Cloud-based technologies have been very popular of late. Within the healthcare arena, cloud-based solutions promise to transform and revolutionize U.S. healthcare infrastructure.  As medical practitioners upgrade their traditional paper-based records to electronic health records (EHR), many are undoubtedly weighing their alternatives. Cloud-based EHR systems have garnered much attention and have emerged as a favorite thus far. Astute investors in this arena, however, would be wise to consider the sustainability of the hubbub surrounding cloud computing.

“The cloud” has become the hot new moniker that everyone seems to be rushing to adopt these days. From casual note taking to office applications and even mission-critical infrastructure management, cloud-based solutions are popping up everywhere. At its core, cloud-based software systems allow users to access their data remotely. This provides an unprecedented level of access and sharing that tends to foster greater efficiency.

Cloud-based EHRs function on the same basic premise. Patients’ medical records are no longer stored on paper or local storage devices, which may be prone to theft, loss, or destruction. Instead they are kept in specialized off-site systems that often feature multiple redundancies. As patients visit specialists or change their primary medical providers over the course of their lives, new doctors can instantly access a patient’s entire medical history since all of this data is centralized in one location or network.

By cutting down on the manual paperwork, productivity and quality of care should theoretically rise. Doctors will be able to make more accurate diagnoses with up-to-date information. Patients will have the option of easily switching doctors or getting second opinions. This technology can also potentially usher in a new age of collaboration among medical professionals, since patient data can be easily shared with practitioners anywhere in the world.

Skeptics, however, have begun to question this new technology. With prominent stories of hacked data servers featured on a regular basis, patients should be concerned about the actual security of their medical files. The massive data breech of credit card information at Target (TGT) in late 2013 served as a sobering reminder of the risks that technology often entails. 

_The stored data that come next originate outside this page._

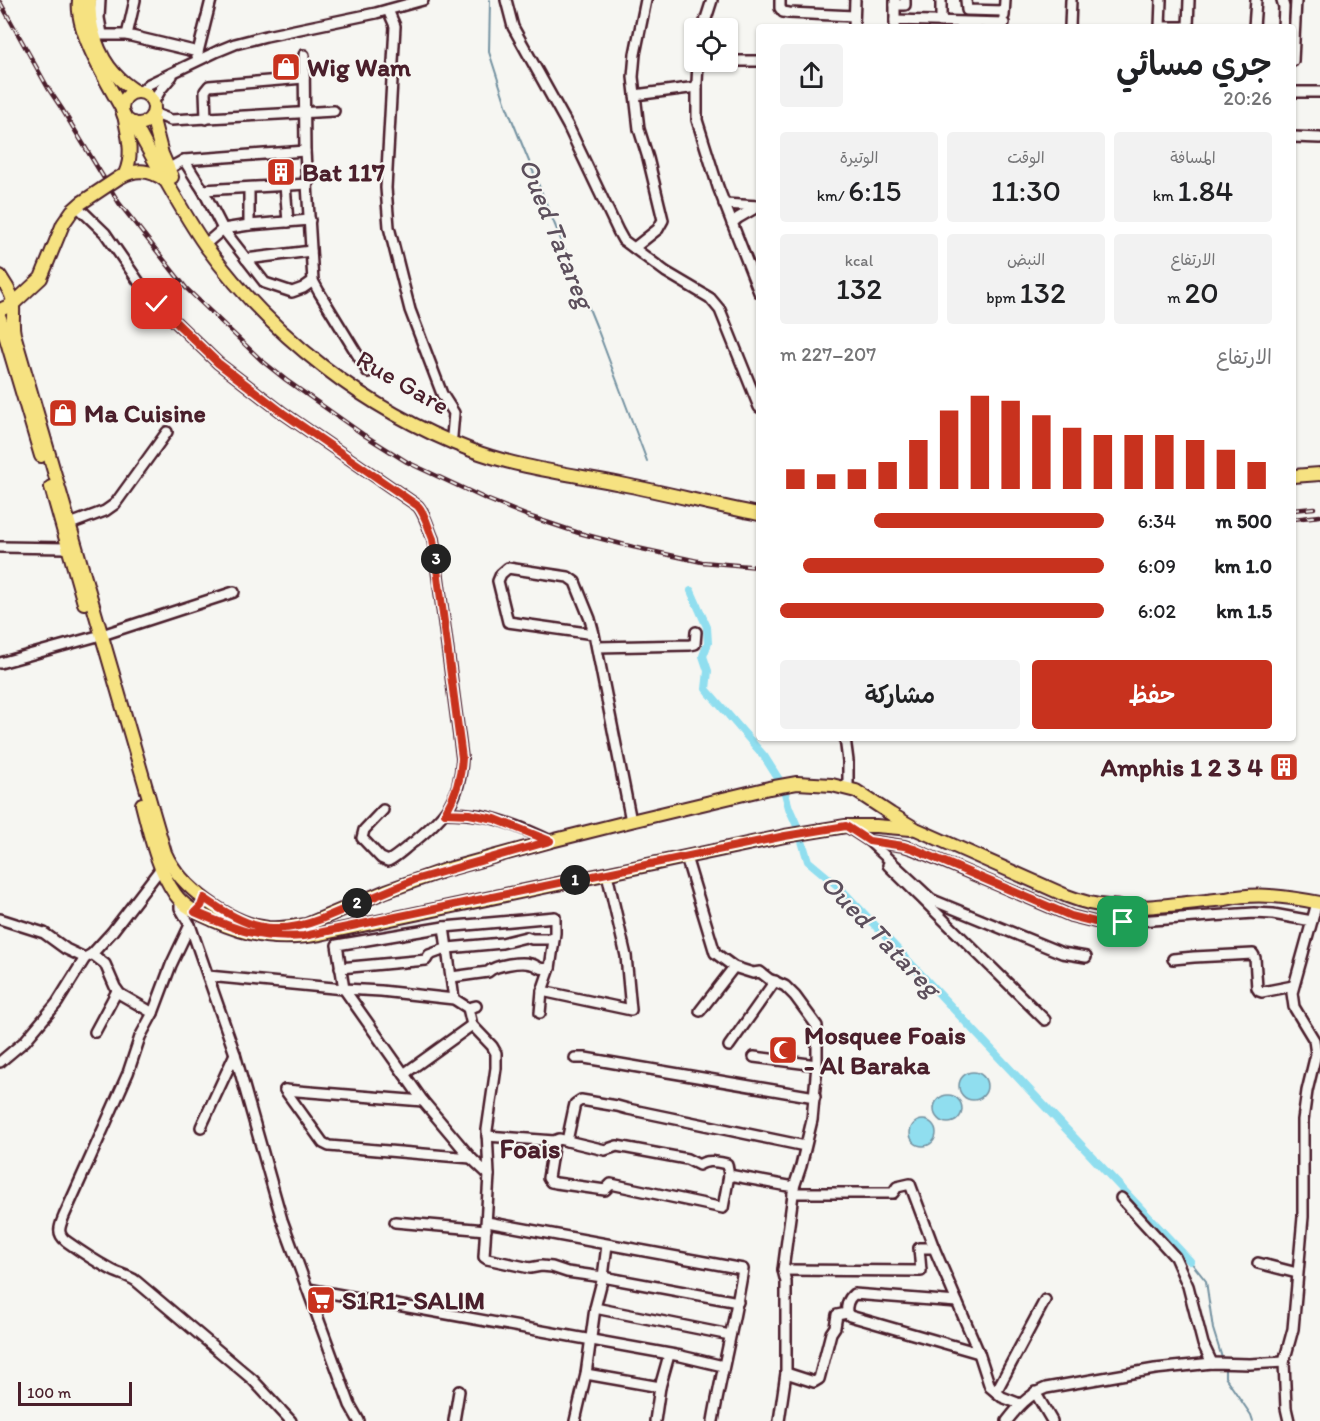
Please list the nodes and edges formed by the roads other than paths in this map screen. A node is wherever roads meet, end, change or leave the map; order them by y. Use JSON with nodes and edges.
{"nodes":[{"id":1,"x":79,"y":0,"type":"edge"},
{"id":2,"x":90,"y":0,"type":"edge"},
{"id":3,"x":100,"y":0,"type":"edge"},
{"id":4,"x":135,"y":0,"type":"edge"},
{"id":5,"x":211,"y":0,"type":"edge"},
{"id":6,"x":423,"y":0,"type":"edge"},
{"id":7,"x":506,"y":0,"type":"edge"},
{"id":8,"x":646,"y":0,"type":"edge"},
{"id":9,"x":712,"y":0,"type":"edge"},
{"id":10,"x":780,"y":0,"type":"edge"},
{"id":11,"x":855,"y":0,"type":"edge"},
{"id":12,"x":905,"y":0,"type":"edge"},
{"id":13,"x":941,"y":0,"type":"edge"},
{"id":14,"x":966,"y":0,"type":"edge"},
{"id":15,"x":1005,"y":0,"type":"edge"},
{"id":16,"x":1071,"y":0,"type":"edge"},
{"id":17,"x":1155,"y":0,"type":"edge"},
{"id":18,"x":1161,"y":0,"type":"edge"},
{"id":19,"x":1189,"y":0,"type":"edge"},
{"id":20,"x":1256,"y":0,"type":"edge"},
{"id":21,"x":1282,"y":0,"type":"edge"},
{"id":22,"x":1296,"y":0,"type":"edge"},
{"id":23,"x":895,"y":2,"type":"edge"},
{"id":24,"x":388,"y":10,"type":"junction"},
{"id":25,"x":1004,"y":11,"type":"junction"},
{"id":26,"x":854,"y":16,"type":"junction"},
{"id":27,"x":707,"y":18,"type":"edge"},
{"id":28,"x":941,"y":22,"type":"junction"},
{"id":29,"x":854,"y":24,"type":"edge"},
{"id":30,"x":895,"y":24,"type":"edge"},
{"id":31,"x":983,"y":24,"type":"edge"},
{"id":32,"x":1004,"y":24,"type":"edge"},
{"id":33,"x":1070,"y":24,"type":"edge"},
{"id":34,"x":1154,"y":24,"type":"edge"},
{"id":35,"x":1160,"y":24,"type":"edge"},
{"id":36,"x":1188,"y":24,"type":"edge"},
{"id":37,"x":1254,"y":24,"type":"edge"},
{"id":38,"x":1283,"y":24,"type":"edge"},
{"id":39,"x":1295,"y":24,"type":"edge"},
{"id":40,"x":98,"y":35,"type":"junction"},
{"id":41,"x":127,"y":35,"type":"junction"},
{"id":42,"x":304,"y":55,"type":"dead end"},
{"id":43,"x":196,"y":57,"type":"junction"},
{"id":44,"x":738,"y":61,"type":"edge"},
{"id":45,"x":756,"y":61,"type":"edge"},
{"id":46,"x":176,"y":71,"type":"junction"},
{"id":47,"x":698,"y":72,"type":"edge"},
{"id":48,"x":304,"y":78,"type":"junction"},
{"id":49,"x":697,"y":87,"type":"junction"},
{"id":50,"x":138,"y":92,"type":"junction"},
{"id":51,"x":1296,"y":92,"type":"edge"},
{"id":52,"x":1320,"y":92,"type":"edge"},
{"id":53,"x":635,"y":95,"type":"junction"},
{"id":54,"x":334,"y":111,"type":"dead end"},
{"id":55,"x":306,"y":112,"type":"junction"},
{"id":56,"x":140,"y":115,"type":"junction"},
{"id":57,"x":206,"y":119,"type":"junction"},
{"id":58,"x":1296,"y":137,"type":"edge"},
{"id":59,"x":141,"y":138,"type":"junction"},
{"id":60,"x":1320,"y":138,"type":"edge"},
{"id":61,"x":305,"y":151,"type":"junction"},
{"id":62,"x":184,"y":160,"type":"junction"},
{"id":63,"x":126,"y":174,"type":"junction"},
{"id":64,"x":167,"y":176,"type":"junction"},
{"id":65,"x":308,"y":184,"type":"junction"},
{"id":66,"x":285,"y":185,"type":"junction"},
{"id":67,"x":249,"y":188,"type":"junction"},
{"id":68,"x":203,"y":190,"type":"junction"},
{"id":69,"x":79,"y":204,"type":"junction"},
{"id":70,"x":724,"y":204,"type":"junction"},
{"id":71,"x":756,"y":206,"type":"edge"},
{"id":72,"x":756,"y":208,"type":"edge"},
{"id":73,"x":310,"y":220,"type":"junction"},
{"id":74,"x":288,"y":222,"type":"junction"},
{"id":75,"x":732,"y":224,"type":"junction"},
{"id":76,"x":249,"y":225,"type":"junction"},
{"id":77,"x":223,"y":229,"type":"junction"},
{"id":78,"x":209,"y":241,"type":"junction"},
{"id":79,"x":634,"y":248,"type":"junction"},
{"id":80,"x":311,"y":251,"type":"junction"},
{"id":81,"x":246,"y":259,"type":"junction"},
{"id":82,"x":45,"y":269,"type":"junction"},
{"id":83,"x":0,"y":276,"type":"edge"},
{"id":84,"x":313,"y":281,"type":"junction"},
{"id":85,"x":756,"y":284,"type":"edge"},
{"id":86,"x":4,"y":289,"type":"edge"},
{"id":87,"x":13,"y":303,"type":"junction"},
{"id":88,"x":0,"y":310,"type":"edge"},
{"id":89,"x":0,"y":318,"type":"edge"},
{"id":90,"x":368,"y":372,"type":"dead end"},
{"id":91,"x":756,"y":400,"type":"edge"},
{"id":92,"x":167,"y":432,"type":"dead end"},
{"id":93,"x":452,"y":436,"type":"junction"},
{"id":94,"x":1320,"y":474,"type":"edge"},
{"id":95,"x":1296,"y":476,"type":"edge"},
{"id":96,"x":756,"y":505,"type":"edge"},
{"id":97,"x":756,"y":513,"type":"edge"},
{"id":98,"x":70,"y":524,"type":"junction"},
{"id":99,"x":0,"y":547,"type":"edge"},
{"id":100,"x":67,"y":548,"type":"junction"},
{"id":101,"x":234,"y":592,"type":"dead end"},
{"id":102,"x":696,"y":632,"type":"dead end"},
{"id":103,"x":594,"y":634,"type":"junction"},
{"id":104,"x":98,"y":636,"type":"junction"},
{"id":105,"x":597,"y":646,"type":"junction"},
{"id":106,"x":0,"y":663,"type":"edge"},
{"id":107,"x":846,"y":741,"type":"edge"},
{"id":108,"x":848,"y":788,"type":"junction"},
{"id":109,"x":383,"y":810,"type":"dead end"},
{"id":110,"x":445,"y":813,"type":"junction"},
{"id":111,"x":631,"y":821,"type":"junction"},
{"id":112,"x":846,"y":826,"type":"junction"},
{"id":113,"x":916,"y":829,"type":"junction"},
{"id":114,"x":550,"y":841,"type":"junction"},
{"id":115,"x":869,"y":841,"type":"junction"},
{"id":116,"x":882,"y":852,"type":"junction"},
{"id":117,"x":686,"y":857,"type":"junction"},
{"id":118,"x":161,"y":868,"type":"junction"},
{"id":119,"x":607,"y":874,"type":"junction"},
{"id":120,"x":192,"y":888,"type":"junction"},
{"id":121,"x":204,"y":898,"type":"junction"},
{"id":122,"x":180,"y":900,"type":"junction"},
{"id":123,"x":1317,"y":910,"type":"edge"},
{"id":124,"x":195,"y":912,"type":"junction"},
{"id":125,"x":0,"y":919,"type":"edge"},
{"id":126,"x":190,"y":925,"type":"junction"},
{"id":127,"x":444,"y":927,"type":"junction"},
{"id":128,"x":554,"y":939,"type":"junction"},
{"id":129,"x":448,"y":948,"type":"junction"},
{"id":130,"x":89,"y":956,"type":"junction"},
{"id":131,"x":1086,"y":957,"type":"dead end"},
{"id":132,"x":1173,"y":959,"type":"dead end"},
{"id":133,"x":340,"y":968,"type":"junction"},
{"id":134,"x":550,"y":968,"type":"junction"},
{"id":135,"x":734,"y":968,"type":"junction"},
{"id":136,"x":208,"y":976,"type":"junction"},
{"id":137,"x":452,"y":977,"type":"junction"},
{"id":138,"x":775,"y":981,"type":"junction"},
{"id":139,"x":1293,"y":986,"type":"junction"},
{"id":140,"x":344,"y":989,"type":"junction"},
{"id":141,"x":117,"y":991,"type":"junction"},
{"id":142,"x":542,"y":991,"type":"junction"},
{"id":143,"x":454,"y":999,"type":"junction"},
{"id":144,"x":700,"y":1011,"type":"dead end"},
{"id":145,"x":153,"y":1013,"type":"junction"},
{"id":146,"x":540,"y":1013,"type":"dead end"},
{"id":147,"x":1045,"y":1020,"type":"dead end"},
{"id":148,"x":472,"y":1025,"type":"junction"},
{"id":149,"x":95,"y":1032,"type":"dead end"},
{"id":150,"x":729,"y":1046,"type":"dead end"},
{"id":151,"x":235,"y":1054,"type":"junction"},
{"id":152,"x":754,"y":1057,"type":"dead end"},
{"id":153,"x":574,"y":1058,"type":"dead end"},
{"id":154,"x":0,"y":1062,"type":"edge"},
{"id":155,"x":817,"y":1065,"type":"junction"},
{"id":156,"x":404,"y":1074,"type":"junction"},
{"id":157,"x":815,"y":1097,"type":"junction"},
{"id":158,"x":423,"y":1101,"type":"junction"},
{"id":159,"x":201,"y":1127,"type":"dead end"},
{"id":160,"x":487,"y":1136,"type":"junction"},
{"id":161,"x":567,"y":1140,"type":"junction"},
{"id":162,"x":554,"y":1141,"type":"junction"},
{"id":163,"x":805,"y":1146,"type":"junction"},
{"id":164,"x":471,"y":1158,"type":"junction"},
{"id":165,"x":489,"y":1175,"type":"junction"},
{"id":166,"x":729,"y":1175,"type":"junction"},
{"id":167,"x":794,"y":1190,"type":"junction"},
{"id":168,"x":1121,"y":1198,"type":"dead end"},
{"id":169,"x":395,"y":1222,"type":"dead end"},
{"id":170,"x":487,"y":1226,"type":"junction"},
{"id":171,"x":608,"y":1245,"type":"junction"},
{"id":172,"x":934,"y":1248,"type":"junction"},
{"id":173,"x":1258,"y":1263,"type":"dead end"},
{"id":174,"x":783,"y":1270,"type":"junction"},
{"id":175,"x":1297,"y":1273,"type":"junction"},
{"id":176,"x":603,"y":1277,"type":"junction"},
{"id":177,"x":308,"y":1289,"type":"junction"},
{"id":178,"x":1045,"y":1300,"type":"dead end"},
{"id":179,"x":738,"y":1302,"type":"junction"},
{"id":180,"x":957,"y":1302,"type":"junction"},
{"id":181,"x":596,"y":1308,"type":"junction"},
{"id":182,"x":847,"y":1313,"type":"junction"},
{"id":183,"x":730,"y":1335,"type":"junction"},
{"id":184,"x":591,"y":1341,"type":"junction"},
{"id":185,"x":979,"y":1353,"type":"junction"},
{"id":186,"x":669,"y":1355,"type":"junction"},
{"id":187,"x":1284,"y":1362,"type":"junction"},
{"id":188,"x":1212,"y":1363,"type":"junction"},
{"id":189,"x":723,"y":1366,"type":"junction"},
{"id":190,"x":786,"y":1373,"type":"junction"},
{"id":191,"x":586,"y":1374,"type":"junction"},
{"id":192,"x":660,"y":1387,"type":"junction"},
{"id":193,"x":459,"y":1391,"type":"dead end"},
{"id":194,"x":996,"y":1392,"type":"junction"},
{"id":195,"x":1035,"y":1392,"type":"junction"},
{"id":196,"x":1020,"y":1404,"type":"junction"},
{"id":197,"x":291,"y":1421,"type":"edge"},
{"id":198,"x":358,"y":1421,"type":"edge"},
{"id":199,"x":454,"y":1421,"type":"edge"},
{"id":200,"x":575,"y":1421,"type":"edge"},
{"id":201,"x":655,"y":1421,"type":"edge"},
{"id":202,"x":713,"y":1421,"type":"edge"},
{"id":203,"x":779,"y":1421,"type":"edge"},
{"id":204,"x":1007,"y":1421,"type":"edge"},
{"id":205,"x":1052,"y":1421,"type":"edge"},
{"id":206,"x":1289,"y":1421,"type":"edge"}],
"edges":[{"from":1,"to":56,"type":"main road"},
{"from":2,"to":40,"type":"main road"},
{"from":3,"to":40,"type":"street"},
{"from":4,"to":41,"type":"street"},
{"from":5,"to":43,"type":"street"},
{"from":6,"to":24,"type":"street"},
{"from":7,"to":79,"type":"street"},
{"from":8,"to":53,"type":"street"},
{"from":9,"to":27,"type":"street"},
{"from":10,"to":26,"type":"street"},
{"from":11,"to":26,"type":"street"},
{"from":12,"to":23,"type":"street"},
{"from":13,"to":28,"type":"street"},
{"from":14,"to":25,"type":"street"},
{"from":15,"to":25,"type":"street"},
{"from":16,"to":33,"type":"street"},
{"from":17,"to":34,"type":"street"},
{"from":18,"to":35,"type":"street"},
{"from":19,"to":36,"type":"street"},
{"from":20,"to":37,"type":"street"},
{"from":21,"to":38,"type":"street"},
{"from":22,"to":39,"type":"street"},
{"from":23,"to":30,"type":"street"},
{"from":24,"to":43,"type":"street"},
{"from":24,"to":93,"type":"street"},
{"from":25,"to":32,"type":"street"},
{"from":26,"to":29,"type":"street"},
{"from":28,"to":30,"type":"street"},
{"from":28,"to":31,"type":"street"},
{"from":40,"to":41,"type":"street"},
{"from":40,"to":50,"type":"main road"},
{"from":41,"to":43,"type":"street"},
{"from":42,"to":48,"type":"street"},
{"from":43,"to":46,"type":"street"},
{"from":44,"to":45,"type":"street"},
{"from":46,"to":50,"type":"street"},
{"from":46,"to":56,"type":"street"},
{"from":47,"to":49,"type":"street"},
{"from":48,"to":55,"type":"street"},
{"from":48,"to":57,"type":"street"},
{"from":49,"to":53,"type":"street"},
{"from":49,"to":70,"type":"street"},
{"from":50,"to":56,"type":"main road"},
{"from":50,"to":56,"type":"main road"},
{"from":51,"to":52,"type":"street"},
{"from":53,"to":79,"type":"street"},
{"from":54,"to":55,"type":"street"},
{"from":55,"to":57,"type":"street"},
{"from":55,"to":61,"type":"street"},
{"from":56,"to":57,"type":"street"},
{"from":56,"to":59,"type":"main road"},
{"from":56,"to":63,"type":"main road"},
{"from":56,"to":64,"type":"main road","name":"Rue Gare"},
{"from":58,"to":60,"type":"street"},
{"from":59,"to":63,"type":"main road"},
{"from":59,"to":64,"type":"main road","name":"Rue Gare"},
{"from":61,"to":62,"type":"street"},
{"from":61,"to":65,"type":"street"},
{"from":62,"to":64,"type":"street"},
{"from":62,"to":68,"type":"street"},
{"from":63,"to":64,"type":"main road"},
{"from":63,"to":69,"type":"main road","bridge":true},
{"from":64,"to":78,"type":"main road","name":"Rue Gare"},
{"from":64,"to":97,"type":"main road","name":"Rue Gare"},
{"from":65,"to":66,"type":"street"},
{"from":65,"to":73,"type":"street"},
{"from":66,"to":67,"type":"street"},
{"from":66,"to":74,"type":"street"},
{"from":67,"to":68,"type":"street"},
{"from":67,"to":76,"type":"street"},
{"from":68,"to":77,"type":"street"},
{"from":69,"to":82,"type":"main road"},
{"from":69,"to":110,"type":"street"},
{"from":70,"to":71,"type":"street"},
{"from":70,"to":75,"type":"street"},
{"from":72,"to":75,"type":"street"},
{"from":73,"to":74,"type":"street"},
{"from":73,"to":80,"type":"street"},
{"from":74,"to":76,"type":"street"},
{"from":75,"to":85,"type":"street"},
{"from":76,"to":77,"type":"street"},
{"from":77,"to":78,"type":"street"},
{"from":77,"to":81,"type":"street"},
{"from":78,"to":93,"type":"main road","name":"Rue Gare"},
{"from":79,"to":91,"type":"street"},
{"from":80,"to":81,"type":"street"},
{"from":80,"to":84,"type":"street"},
{"from":81,"to":84,"type":"street"},
{"from":82,"to":86,"type":"main road"},
{"from":82,"to":87,"type":"main road"},
{"from":83,"to":86,"type":"main road"},
{"from":84,"to":90,"type":"street"},
{"from":86,"to":87,"type":"main road"},
{"from":87,"to":88,"type":"main road"},
{"from":87,"to":98,"type":"main road"},
{"from":89,"to":100,"type":"main road"},
{"from":92,"to":98,"type":"street"},
{"from":93,"to":96,"type":"main road","name":"Rue Gare"},
{"from":94,"to":95,"type":"main road"},
{"from":98,"to":104,"type":"main road"},
{"from":99,"to":100,"type":"street"},
{"from":100,"to":104,"type":"main road"},
{"from":101,"to":104,"type":"street"},
{"from":102,"to":105,"type":"street"},
{"from":103,"to":103,"type":"street"},
{"from":103,"to":105,"type":"street"},
{"from":104,"to":106,"type":"street"},
{"from":104,"to":118,"type":"main road"},
{"from":104,"to":120,"type":"main road"},
{"from":105,"to":111,"type":"street"},
{"from":107,"to":108,"type":"street"},
{"from":108,"to":111,"type":"main road"},
{"from":108,"to":113,"type":"main road"},
{"from":109,"to":110,"type":"street"},
{"from":110,"to":114,"type":"street"},
{"from":111,"to":114,"type":"main road"},
{"from":112,"to":113,"type":"main road"},
{"from":112,"to":115,"type":"street"},
{"from":112,"to":117,"type":"main road"},
{"from":113,"to":123,"type":"main road"},
{"from":114,"to":121,"type":"main road"},
{"from":115,"to":116,"type":"street"},
{"from":115,"to":123,"type":"street"},
{"from":116,"to":131,"type":"street"},
{"from":116,"to":147,"type":"street"},
{"from":117,"to":119,"type":"main road"},
{"from":117,"to":135,"type":"street"},
{"from":118,"to":122,"type":"main road"},
{"from":118,"to":130,"type":"street"},
{"from":119,"to":124,"type":"main road"},
{"from":119,"to":142,"type":"street"},
{"from":120,"to":121,"type":"main road"},
{"from":120,"to":122,"type":"main road"},
{"from":121,"to":124,"type":"main road"},
{"from":122,"to":124,"type":"main road"},
{"from":122,"to":126,"type":"street"},
{"from":123,"to":139,"type":"street"},
{"from":125,"to":130,"type":"street"},
{"from":126,"to":136,"type":"street"},
{"from":126,"to":145,"type":"street"},
{"from":127,"to":128,"type":"street"},
{"from":127,"to":129,"type":"street"},
{"from":127,"to":133,"type":"street"},
{"from":128,"to":129,"type":"street"},
{"from":128,"to":134,"type":"street"},
{"from":129,"to":133,"type":"street"},
{"from":129,"to":137,"type":"street"},
{"from":130,"to":141,"type":"street"},
{"from":130,"to":154,"type":"street"},
{"from":132,"to":139,"type":"street"},
{"from":133,"to":140,"type":"street"},
{"from":134,"to":137,"type":"street"},
{"from":134,"to":142,"type":"street"},
{"from":135,"to":138,"type":"street"},
{"from":135,"to":144,"type":"street"},
{"from":136,"to":140,"type":"street"},
{"from":136,"to":151,"type":"street"},
{"from":137,"to":143,"type":"street"},
{"from":138,"to":150,"type":"street"},
{"from":138,"to":155,"type":"street"},
{"from":139,"to":175,"type":"street"},
{"from":140,"to":143,"type":"street"},
{"from":140,"to":156,"type":"street"},
{"from":141,"to":145,"type":"street"},
{"from":141,"to":149,"type":"street"},
{"from":142,"to":146,"type":"street"},
{"from":143,"to":148,"type":"street"},
{"from":145,"to":197,"type":"street"},
{"from":148,"to":156,"type":"street"},
{"from":148,"to":160,"type":"street"},
{"from":151,"to":159,"type":"street"},
{"from":151,"to":177,"type":"street"},
{"from":152,"to":155,"type":"street"},
{"from":153,"to":157,"type":"street"},
{"from":155,"to":157,"type":"street"},
{"from":156,"to":158,"type":"street"},
{"from":157,"to":163,"type":"street"},
{"from":158,"to":164,"type":"street"},
{"from":158,"to":164,"type":"street"},
{"from":160,"to":162,"type":"street"},
{"from":160,"to":165,"type":"street"},
{"from":161,"to":162,"type":"street"},
{"from":161,"to":163,"type":"street"},
{"from":161,"to":166,"type":"street"},
{"from":162,"to":166,"type":"street"},
{"from":163,"to":167,"type":"street"},
{"from":164,"to":165,"type":"street"},
{"from":165,"to":170,"type":"street"},
{"from":166,"to":167,"type":"street"},
{"from":167,"to":172,"type":"street"},
{"from":167,"to":174,"type":"street"},
{"from":168,"to":188,"type":"street"},
{"from":169,"to":170,"type":"street"},
{"from":170,"to":171,"type":"street"},
{"from":170,"to":176,"type":"street"},
{"from":171,"to":176,"type":"street"},
{"from":171,"to":179,"type":"street"},
{"from":172,"to":174,"type":"street"},
{"from":172,"to":180,"type":"street"},
{"from":173,"to":175,"type":"street"},
{"from":174,"to":190,"type":"street"},
{"from":175,"to":187,"type":"street"},
{"from":176,"to":179,"type":"street"},
{"from":176,"to":181,"type":"street"},
{"from":177,"to":184,"type":"street"},
{"from":177,"to":198,"type":"street"},
{"from":178,"to":194,"type":"street"},
{"from":179,"to":183,"type":"street"},
{"from":180,"to":182,"type":"street"},
{"from":180,"to":185,"type":"street"},
{"from":181,"to":183,"type":"street"},
{"from":181,"to":184,"type":"street"},
{"from":182,"to":185,"type":"street"},
{"from":182,"to":190,"type":"street"},
{"from":183,"to":189,"type":"street"},
{"from":184,"to":186,"type":"street"},
{"from":184,"to":191,"type":"street"},
{"from":185,"to":194,"type":"street"},
{"from":186,"to":189,"type":"street"},
{"from":186,"to":192,"type":"street"},
{"from":187,"to":188,"type":"street"},
{"from":187,"to":206,"type":"street"},
{"from":188,"to":195,"type":"street"},
{"from":189,"to":202,"type":"street"},
{"from":190,"to":203,"type":"street"},
{"from":191,"to":192,"type":"street"},
{"from":191,"to":200,"type":"street"},
{"from":192,"to":201,"type":"street"},
{"from":193,"to":199,"type":"street"},
{"from":194,"to":196,"type":"street"},
{"from":195,"to":196,"type":"street"},
{"from":195,"to":205,"type":"street"},
{"from":196,"to":204,"type":"street"}]}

Although not as widely publicized, breeches of healthcare record systems do occur. This stolen data can be used for nefarious reasons, ranging from identity theft to insurance fraud. As cloud-based EHRs become more popular, criminal elements will likely look for new ways to exploit this technology. In the arms race to find and fix potential security issues, however, cloud-based EHRs do have an advantage. Since these systems are centralized, updates and patches can be instantaneously rolled out behind the scenes with little to no impact on users. If service providers remain vigilant and ahead of the curve, they have an inherent advantage that traditional decentralized software makers have lacked.

Medical providers will need to exercise greater care in selecting their EHR vendors. Under the Health Information Portability and Accountability Act (HIPAA), penalties are levied for data breeches. As medical providers consider their options, security will likely become one of the top issues as they consider whether they want to hop on the cloud-based EHR train.

That said, companies that provide cloud-based EHR systems ought to see solid demand over the near and long term. The Health Information Technology for Economic and Clinical Health (HITECH) Act, will continue to provide financial incentives for healthcare providers to upgrade to EHRs. Although security concerns regarding cloud technology are valid, traditional client-side EHR systems are not a convincing solution, especially for smaller practices with limited resources. These decentralized systems typically entail high equipment set-up costs and are comparatively slower in receiving security updates since they are locally situated and require greater user interaction.

Providers of compliant Health IT solutions have benefited greatly from the federal HITECH mandate. Within this competitive business, however, certain companies have led the pack while others have lost market share. Although athenahealth (ATHN) pioneered cloud-based EHRs, industry stalwarts like Cerner (CERN) and AllScripts (MDRX) have made much progress over the past few quarters.

Despite the recent weakness in cloud-technology stocks, providers of cloud-based EHRs still have a compelling long-term growth story. Most medical practitioners would rather focus on their patients instead of an EHR system, so easy to use cloud systems ought to make further inroads. Moreover, with a comparably lower price point, the cloud is well on its way to becoming the new standard for affordable EHRs. Security protocols and standards will need to catch up, but cloud-based EHRs will likely continue their steady march and evolve over time.

At the time of this article’s writing, the author did not have positions in any of the companies mentioned.